Henry Craig brought John back home to Pickens County and the two remained close friends, so close that Henry named one of his five children John.

On Feb. 5, more than eight dozen people gathered at the Craig Family Cemetery north of Seneca, SC, to honor Henry Craig’s service.

The ceremony was the result of a nationwide effort by the Sons of Confederate Veterans to identify the graves of all known Confederate soldiers, said Ron Sloan, commander of the Joseph Norton Camp of the Sons of Confederate Veterans.

Men dressed in gray Civil War uniforms fired a series of shots, creating a cloud of smoke above them. A bagpiper played “Amazing Grace,” and women stood under an oak tree wearing hoop skirts and black, feathered hats, according to the Anderson Independent-Mail.

“Near the service’s close the soldiers engaged in a tradition that recognizes their deceased brothers,” the publication wrote. “They stood in a line and drank from the same canteen. When they finished they simply said, ‘You are not forgotten.’”

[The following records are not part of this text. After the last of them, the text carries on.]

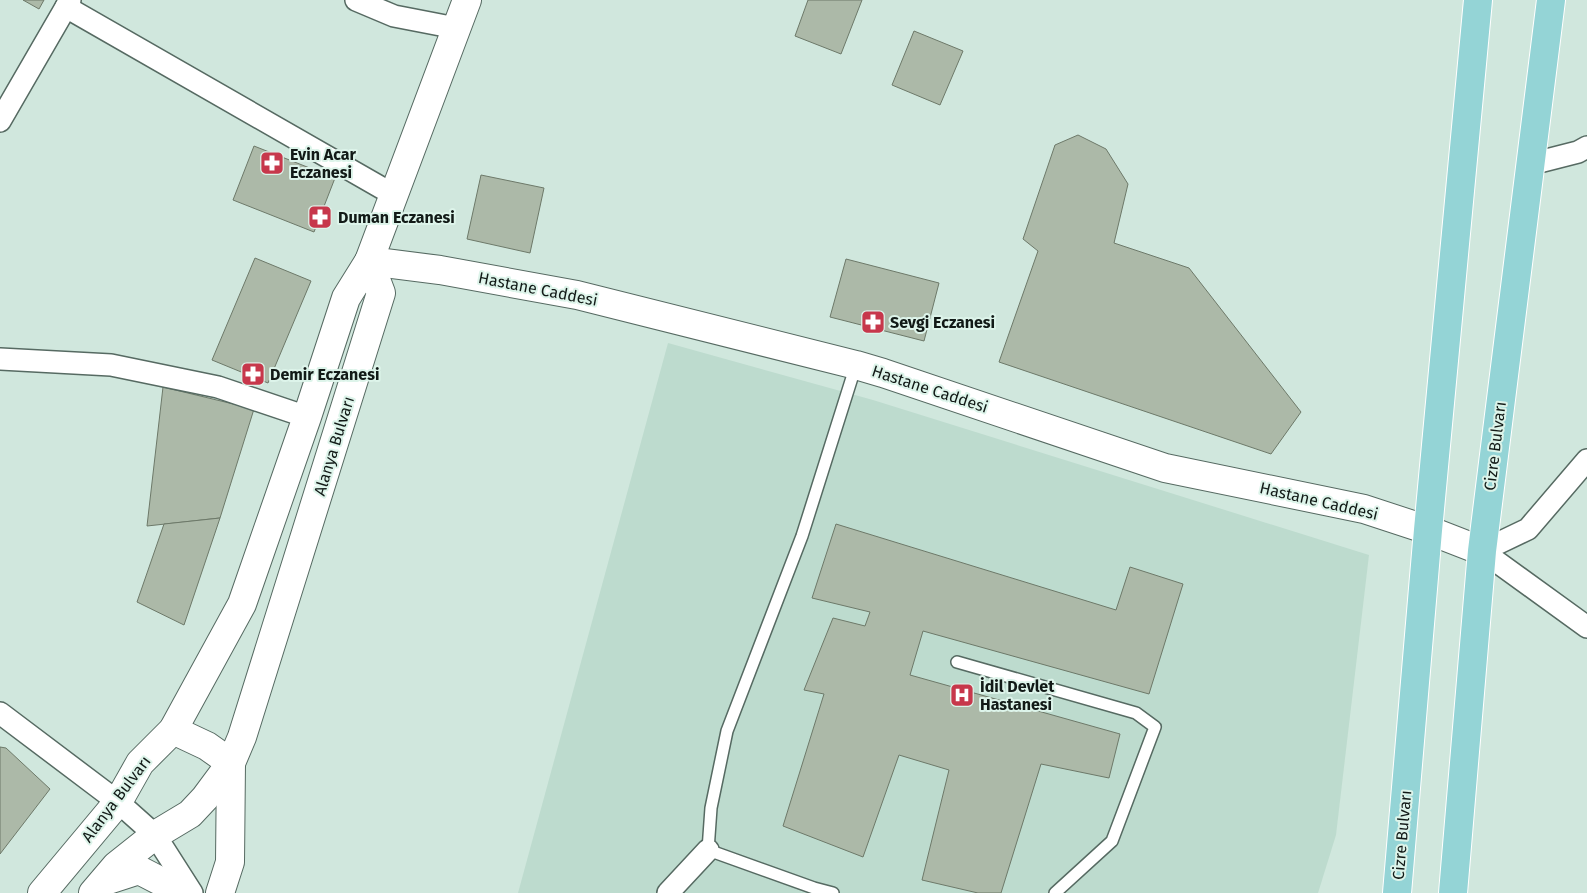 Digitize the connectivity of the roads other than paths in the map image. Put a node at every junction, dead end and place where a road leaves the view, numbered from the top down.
1 (356, 0) edge
2 (467, 0) edge
3 (1478, 0) edge
4 (1551, 0) edge
5 (68, 3) edge
6 (456, 28) junction
7 (0, 121) edge
8 (1587, 147) edge
9 (1531, 164) junction
10 (394, 194) junction
11 (369, 261) junction
12 (0, 360) edge
13 (856, 366) junction
14 (307, 416) junction
15 (1587, 460) edge
16 (1428, 530) junction
17 (1482, 551) junction
18 (1587, 627) edge
19 (957, 662) dead end
20 (0, 713) edge
21 (172, 730) junction
22 (231, 763) junction
23 (118, 802) junction
24 (155, 835) junction
25 (708, 850) junction
26 (98, 887) edge
27 (42, 893) edge
28 (177, 893) edge
29 (192, 893) edge
30 (220, 893) edge
31 (668, 893) edge
32 (834, 893) edge
33 (1054, 893) edge
34 (1397, 893) edge
35 (1453, 893) edge

1 - 6 street
2 - 6 main road
3 - 16 main road, Cizre Bulvarı
4 - 9 main road, Cizre Bulvarı
5 - 7 street
5 - 10 street
6 - 10 main road
8 - 9 street
9 - 17 main road, Cizre Bulvarı
10 - 11 main road
11 - 13 main road, Hastane Caddesi
11 - 14 main road, Alanya Bulvarı
11 - 22 main road, Alanya Bulvarı
12 - 14 street
13 - 16 main road, Hastane Caddesi
13 - 25 lane
14 - 21 main road, Alanya Bulvarı
15 - 17 street
16 - 17 main road, Hastane Caddesi
16 - 34 main road, Cizre Bulvarı
17 - 18 street
17 - 35 main road, Cizre Bulvarı
19 - 33 lane
20 - 23 street
21 - 22 main road
21 - 23 main road, Alanya Bulvarı
22 - 24 main road, Alanya Bulvarı
22 - 30 main road
23 - 24 street
23 - 27 main road, Alanya Bulvarı
24 - 26 main road, Alanya Bulvarı
24 - 29 street
25 - 31 street
25 - 32 lane
26 - 28 main road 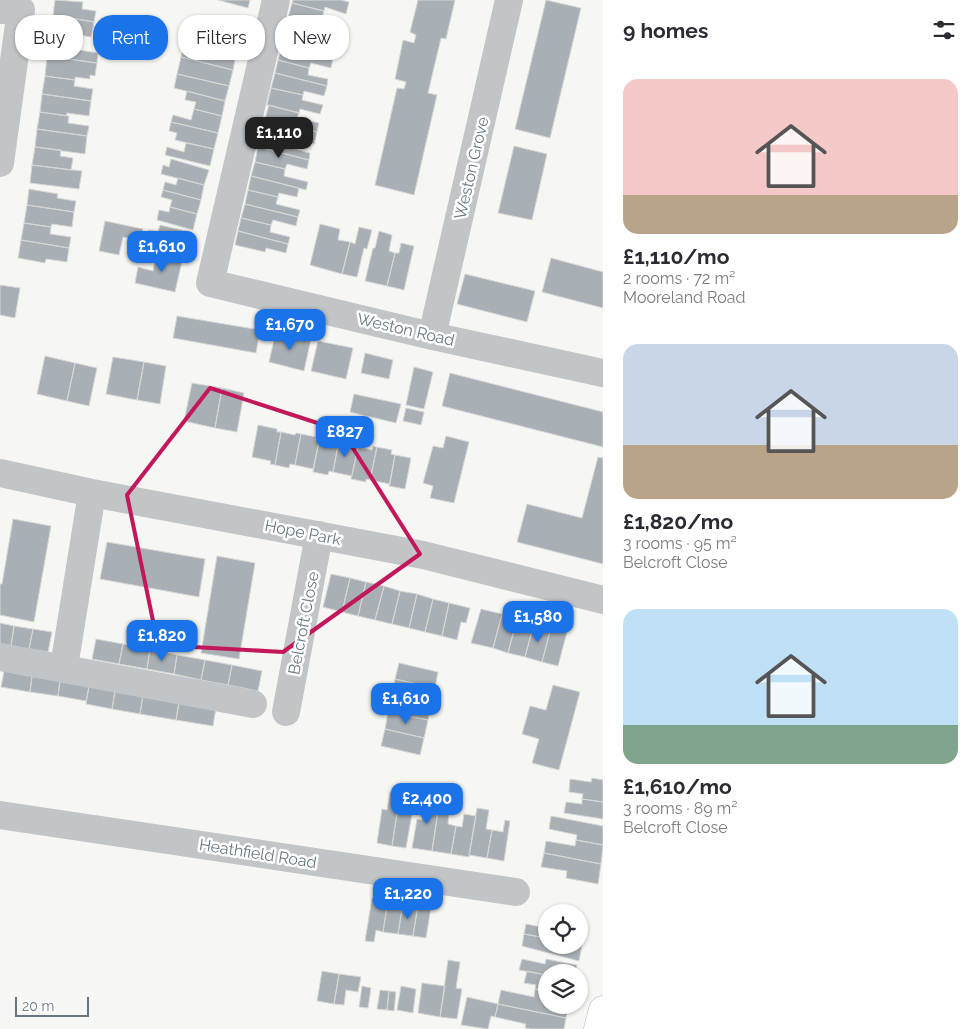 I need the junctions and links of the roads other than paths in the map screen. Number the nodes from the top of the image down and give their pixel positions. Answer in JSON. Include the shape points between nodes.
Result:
{"nodes":[{"id":1,"x":276,"y":0,"type":"edge"},
{"id":2,"x":509,"y":0,"type":"edge"},
{"id":3,"x":0,"y":10,"type":"edge"},
{"id":4,"x":0,"y":163,"type":"edge"},
{"id":5,"x":432,"y":336,"type":"junction"},
{"id":6,"x":602,"y":369,"type":"edge"},
{"id":7,"x":0,"y":473,"type":"edge"},
{"id":8,"x":92,"y":493,"type":"junction"},
{"id":9,"x":319,"y":534,"type":"junction"},
{"id":10,"x":603,"y":600,"type":"edge"},
{"id":11,"x":0,"y":657,"type":"edge"},
{"id":12,"x":64,"y":667,"type":"junction"},
{"id":13,"x":254,"y":704,"type":"dead end"},
{"id":14,"x":286,"y":712,"type":"dead end"},
{"id":15,"x":0,"y":815,"type":"edge"},
{"id":16,"x":516,"y":892,"type":"dead end"},
{"id":17,"x":603,"y":1010,"type":"edge"},
{"id":18,"x":598,"y":1029,"type":"edge"}],
"edges":[{"from":1,"to":5,"type":"street","name":"Weston Road","via":[[210,283]]},
{"from":2,"to":5,"type":"street","name":"Weston Grove"},
{"from":3,"to":4,"type":"street","via":[[21,10]]},
{"from":5,"to":6,"type":"street","name":"Weston Road"},
{"from":7,"to":8,"type":"street","name":"Hope Park"},
{"from":8,"to":9,"type":"street","name":"Hope Park"},
{"from":8,"to":12,"type":"street"},
{"from":9,"to":10,"type":"street","name":"Hope Park","via":[[423,555]]},
{"from":9,"to":14,"type":"street","name":"Belcroft Close"},
{"from":11,"to":12,"type":"street"},
{"from":12,"to":13,"type":"street"},
{"from":15,"to":16,"type":"street","name":"Heathfield Road"},
{"from":17,"to":18,"type":"main road"}]}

“This is a significant day if you like history,” said Al Robinson, a former Norton camp commander. “If you don’t like history, what’s wrong with you?”

 Three other Craig men fought on the Confederate side during the War Between the States and now reside in the family cemetery: William, Arthur and Lawrence, all John’s brothers. It appears Lawrence was also wounded at Gravely Hill.

Henry Craig chose to stay with the Craig family after he was granted freedom, following the war’s end.

When the elder John Craig died, Henry Craig moved away. But he returned to Pickens in his last years, where he died on July 18, 1927. Henry Craig was buried with the family in a spot eventually covered by Lake Keowee in Oconee County.

The family was reinterred in the cemetery within sight of the Oconee Nuclear Station and Old Pickens Presbyterian Church.

Jackson Parris, caretaker of the Craig Family cemetery, is the great-great-grandson of John Craig.

“It was something I grew up listening to, the story of Uncle Henry,” he said. “This is something I was hoping would happen.”

(Above: Confederate re-enactors pour water on the gravesite of Henry Craig at the conclusion of a passing of the canteen ceremony at the Craig Family Cemetery near Seneca, SC. Photo by the Anderson Independent-Mail.)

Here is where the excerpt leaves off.